Pour la coriandre, le curcuma et d’autres épices dépendant des couloirs du Golfe, une réouverture crédible d’Hormuz réduirait le risque de fret, normaliserait les flux de paiement et faciliterait la planification des expéditions à terme et l’émission d’offres avec davantage de visibilité pour les exportateurs. Tant que les volumes d’expédition ne seront pas revenus à des niveaux plus typiques, les programmes d’exportation resteront toutefois irréguliers et vulnérables à de nouveaux développements géopolitiques.
Short-Term Outlook & Trading Views
À court terme, les prix de la coriandre devraient rester soutenus par l’amélioration du sentiment géopolitique et par une disponibilité domestique stable, mais le potentiel haussier semble limité par le niveau élevé des prix indiens et la forte concurrence de l’Égypte et d’autres origines moins chères. La météo devrait rester un facteur secondaire, sauf anomalies de fin de saison affectant de manière significative les cultures en place ou les plans de semis.
- Importateurs / utilisateurs finaux : Envisager une couverture sélective des besoins rapprochés en provenance d’Inde, tout en s’appuyant sur des origines moins coûteuses comme l’Égypte pour réduire le coût moyen. Éviter de courir après les mouvements haussiers tant qu’il n’y a pas de preuve claire d’une demande d’exportation durable et d’une réouverture pérenne des routes via Hormuz.
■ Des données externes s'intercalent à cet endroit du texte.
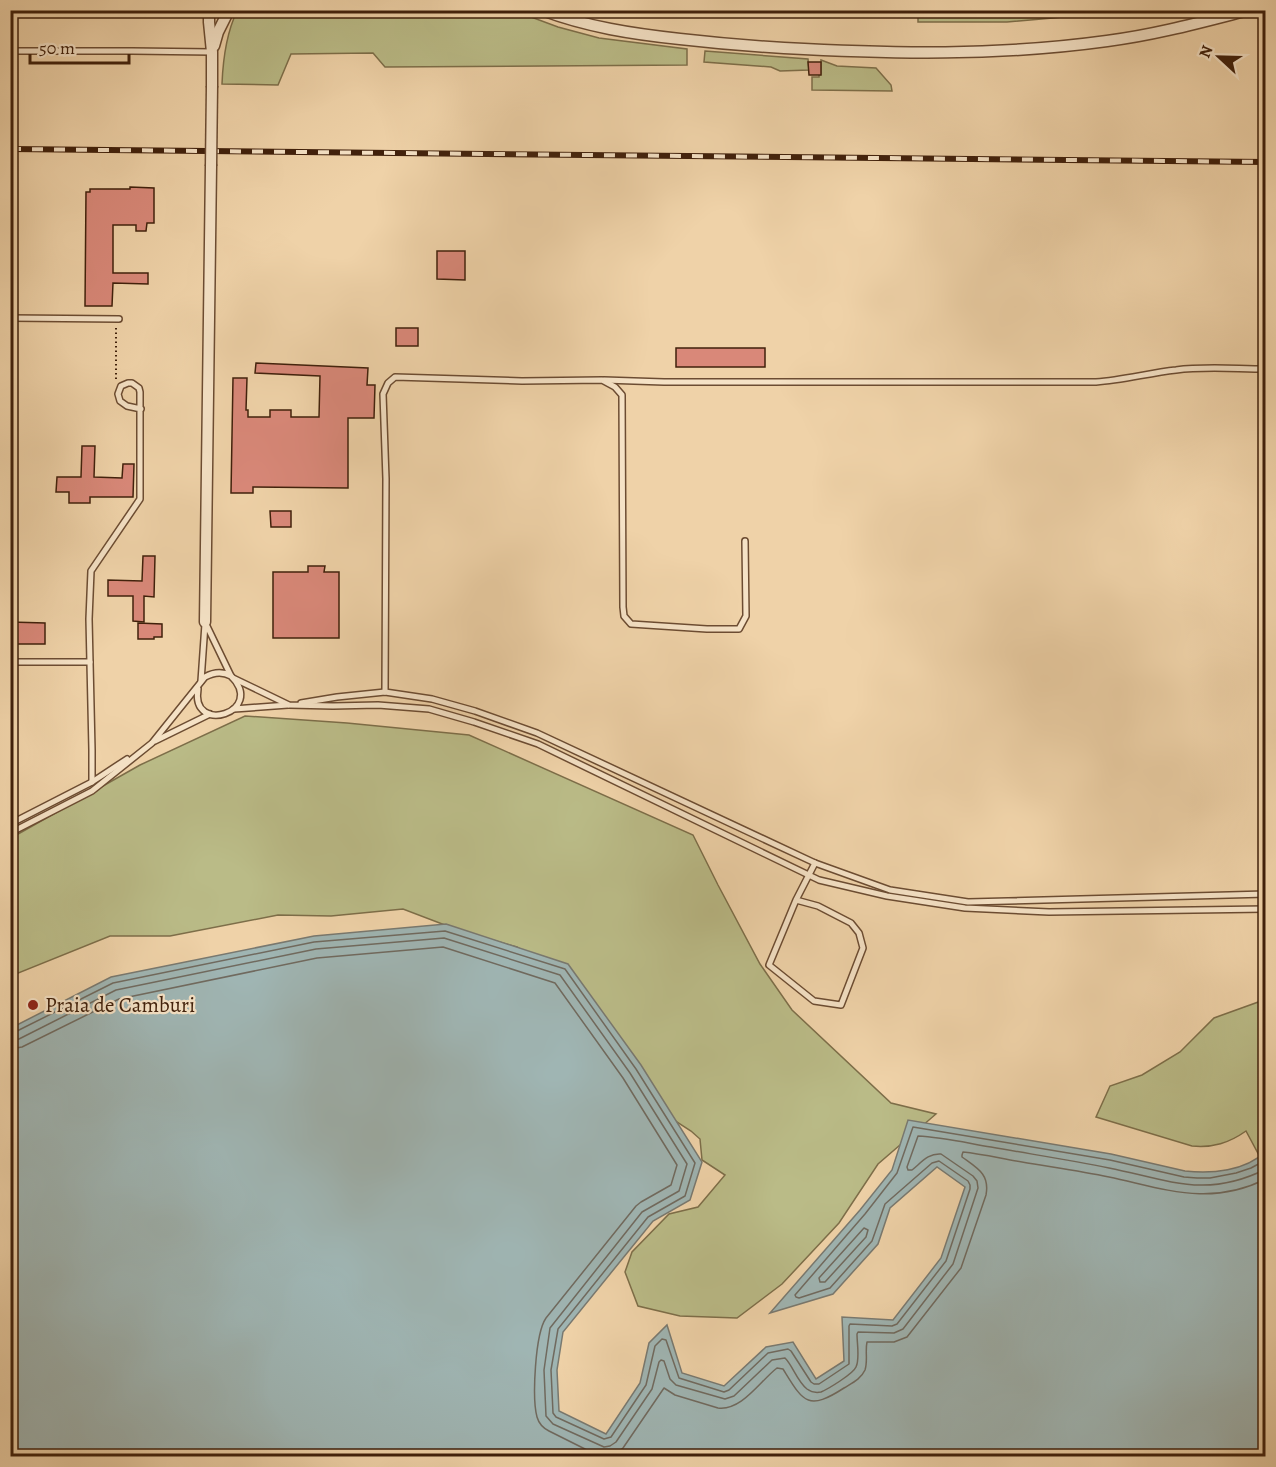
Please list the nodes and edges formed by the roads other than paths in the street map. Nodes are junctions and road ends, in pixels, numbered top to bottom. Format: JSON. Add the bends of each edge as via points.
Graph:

- Exportateurs en Inde : Mettre à profit la fermeté actuelle des prix pour couvrir une partie des stocks, tout en restant flexible sur les niveaux d’offre. Se concentrer sur la différenciation par la qualité (grades biologiques et premium) là où l’Inde conserve un pouvoir de fixation des prix plus fort, et être prêt à négocier fortement sur les grades de vrac exposés à la concurrence égyptienne.
- Opérateurs spéculatifs : Avec des fondamentaux équilibrés et la politique comme principal moteur, maintenir une approche prudente et orientée par les événements. Les pics haussiers liés à des nouvelles positives sur Hormuz pourraient être de courte durée s’ils ne s’accompagnent pas d’une hausse tangible des réservations effectives à l’exportation.
Sur les trois prochaines séances, les offres de coriandre libellées en euros en provenance d’Inde devraient rester légèrement fermes à stables, avec un biais modérément haussier en cas de nouvelles avancées diplomatiques sur le trafic maritime dans le Golfe, mais tout mouvement significatif à la hausse devrait être rapidement freiné par la résistance des acheteurs et la disponibilité d’une offre égyptienne meilleur marché.